Drone returns to ground at end of each velocity so the next velocity
starts fresh. A local `pytest_collection_modifyitems` hook reorders the
autonomy tests so the full 4-phase chain runs per velocity before pytest
advances to the next velocity.
"""
import bisect
import math
import statistics
import subprocess
import time
from concurrent.futures import ThreadPoolExecutor
from io import StringIO
from pathlib import Path

import pandas as pd
import pytest

from conftest import (
    ROS_DISTRO_SETUP,
    current_test_id,
    get_metrics,
    get_robot_containers,
    logger,
    ros2_exec,
)

# ── configuration ──────────────────────────────────────────────────────────

TARGET_ALTITUDE_M = 10.0
HOVER_DURATION_S = 10.0
PX4_READY_TIMEOUT_S = 300.0
PX4_POLL_INTERVAL_S = 2.0
MOTION_ABOVE_START_M = 0.3  # z threshold for "drone started moving" (relative to z[0])
SETTLING_WINDOW_S = 1.0     # seconds of trailing samples used for steady-state altitude
MAX_GT_MATCH_AGE_S = 0.1    # drop an odom sample if nearest GT is >100ms away

# Full column schemas of `ros2 topic echo --csv` output, in declaration order.
# Covariance arrays expand to 36 comma-separated values each. Downstream code
# reads only the ~9 fields it cares about by name (e.g. "pose.pose.position.z")
# — other columns are parsed but unused.
ODOM_SCHEMA = (
    ["header.stamp.sec", "header.stamp.nanosec",
     "header.frame_id", "child_frame_id",
     "pose.pose.position.x", "pose.pose.position.y", "pose.pose.position.z",
     "pose.pose.orientation.x", "pose.pose.orientation.y",
     "pose.pose.orientation.z", "pose.pose.orientation.w"]
    + [f"pose.covariance[{i}]" for i in range(36)]
    + ["twist.twist.linear.x", "twist.twist.linear.y", "twist.twist.linear.z",
       "twist.twist.angular.x", "twist.twist.angular.y", "twist.twist.angular.z"]
    + [f"twist.covariance[{i}]" for i in range(36)]
)

METRIC_UNITS = {
    "ready_duration_sys_s": "s",
    "takeoff_duration_sim_s": "s",
    "land_duration_sim_s": "s",
    "velocity_rmse_m_sim_s": "m/s",
    "attitude_stddev_rad": "rad",
    # Everything else: "m".
}


def _phase_timeout(velocity):
    """Takeoff/land timeout scaled so 0.5 m/s runs don't time out spuriously."""
    return max(30.0, TARGET_ALTITUDE_M / velocity + 15.0)


# ── pytest hooks ───────────────────────────────────────────────────────────

def pytest_generate_tests(metafunc):
    """Parametrize tests that request `velocity` from --takeoff-velocities.

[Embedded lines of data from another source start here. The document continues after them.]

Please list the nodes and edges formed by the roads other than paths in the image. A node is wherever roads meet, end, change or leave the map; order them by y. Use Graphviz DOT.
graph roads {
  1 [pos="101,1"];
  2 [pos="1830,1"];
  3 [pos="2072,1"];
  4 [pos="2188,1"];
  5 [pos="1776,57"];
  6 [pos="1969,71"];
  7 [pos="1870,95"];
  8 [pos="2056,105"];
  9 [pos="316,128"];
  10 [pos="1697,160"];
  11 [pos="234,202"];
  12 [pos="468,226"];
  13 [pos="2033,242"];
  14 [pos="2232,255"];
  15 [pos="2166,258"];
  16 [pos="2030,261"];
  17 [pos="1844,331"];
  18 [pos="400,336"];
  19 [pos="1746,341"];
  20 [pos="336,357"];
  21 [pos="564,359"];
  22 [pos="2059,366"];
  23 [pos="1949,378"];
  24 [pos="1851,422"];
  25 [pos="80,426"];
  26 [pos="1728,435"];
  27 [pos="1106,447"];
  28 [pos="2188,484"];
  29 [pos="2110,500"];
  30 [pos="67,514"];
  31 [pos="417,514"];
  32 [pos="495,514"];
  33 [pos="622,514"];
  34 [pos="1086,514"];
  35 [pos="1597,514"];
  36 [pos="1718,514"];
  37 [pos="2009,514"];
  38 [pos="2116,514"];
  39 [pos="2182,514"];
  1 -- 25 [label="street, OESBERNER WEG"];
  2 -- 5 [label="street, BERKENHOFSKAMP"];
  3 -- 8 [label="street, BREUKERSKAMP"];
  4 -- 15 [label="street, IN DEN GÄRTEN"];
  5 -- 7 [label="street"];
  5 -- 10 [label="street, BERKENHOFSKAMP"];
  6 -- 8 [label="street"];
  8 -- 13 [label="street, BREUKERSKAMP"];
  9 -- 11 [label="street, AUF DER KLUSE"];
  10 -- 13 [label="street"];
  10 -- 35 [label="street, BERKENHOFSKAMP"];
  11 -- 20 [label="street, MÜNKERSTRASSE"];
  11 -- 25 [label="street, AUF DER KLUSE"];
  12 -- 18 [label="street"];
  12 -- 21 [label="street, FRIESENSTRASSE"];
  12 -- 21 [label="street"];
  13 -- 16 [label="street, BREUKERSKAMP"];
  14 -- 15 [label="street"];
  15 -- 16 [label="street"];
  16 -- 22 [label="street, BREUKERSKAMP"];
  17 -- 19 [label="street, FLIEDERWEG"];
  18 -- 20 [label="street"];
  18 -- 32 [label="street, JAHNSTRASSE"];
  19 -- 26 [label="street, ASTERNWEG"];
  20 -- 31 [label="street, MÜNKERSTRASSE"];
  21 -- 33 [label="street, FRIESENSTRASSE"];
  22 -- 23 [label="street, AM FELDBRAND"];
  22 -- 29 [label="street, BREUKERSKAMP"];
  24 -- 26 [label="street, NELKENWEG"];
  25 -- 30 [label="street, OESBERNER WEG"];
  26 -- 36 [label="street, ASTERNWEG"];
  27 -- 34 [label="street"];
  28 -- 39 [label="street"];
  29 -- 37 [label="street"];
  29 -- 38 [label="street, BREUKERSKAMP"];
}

    Phase-order reordering (so the 4-test chain runs per-velocity, not
    parametrize-first) is done by `pytest_collection_modifyitems` in
    conftest.py — that hook isn't discovered from test modules.
    """
    if "velocity" in metafunc.fixturenames:
        raw = metafunc.config.getoption("--takeoff-velocities")
        vels = [float(v) for v in raw.split(",") if v.strip()]
        metafunc.parametrize("velocity", vels, ids=[f"v{v}" for v in vels])


# ── subprocess / CSV helpers ───────────────────────────────────────────────

def _start_csv_stream(container, topic, domain, setup_bash,
                      duration_s, out_path):
    """Background `ros2 topic echo --csv` streaming to out_path.

    Each message prints as a single CSV line with all primitives flattened in
    declaration order. Callers pick the exact numeric columns they want via
    pandas `usecols` (see `_parse_csv`). `--no-arr`/`--no-str` are deliberately
    NOT used: they replace fields with placeholder strings (e.g. `<string
    length: <0>>`) instead of dropping them, which would break index mapping.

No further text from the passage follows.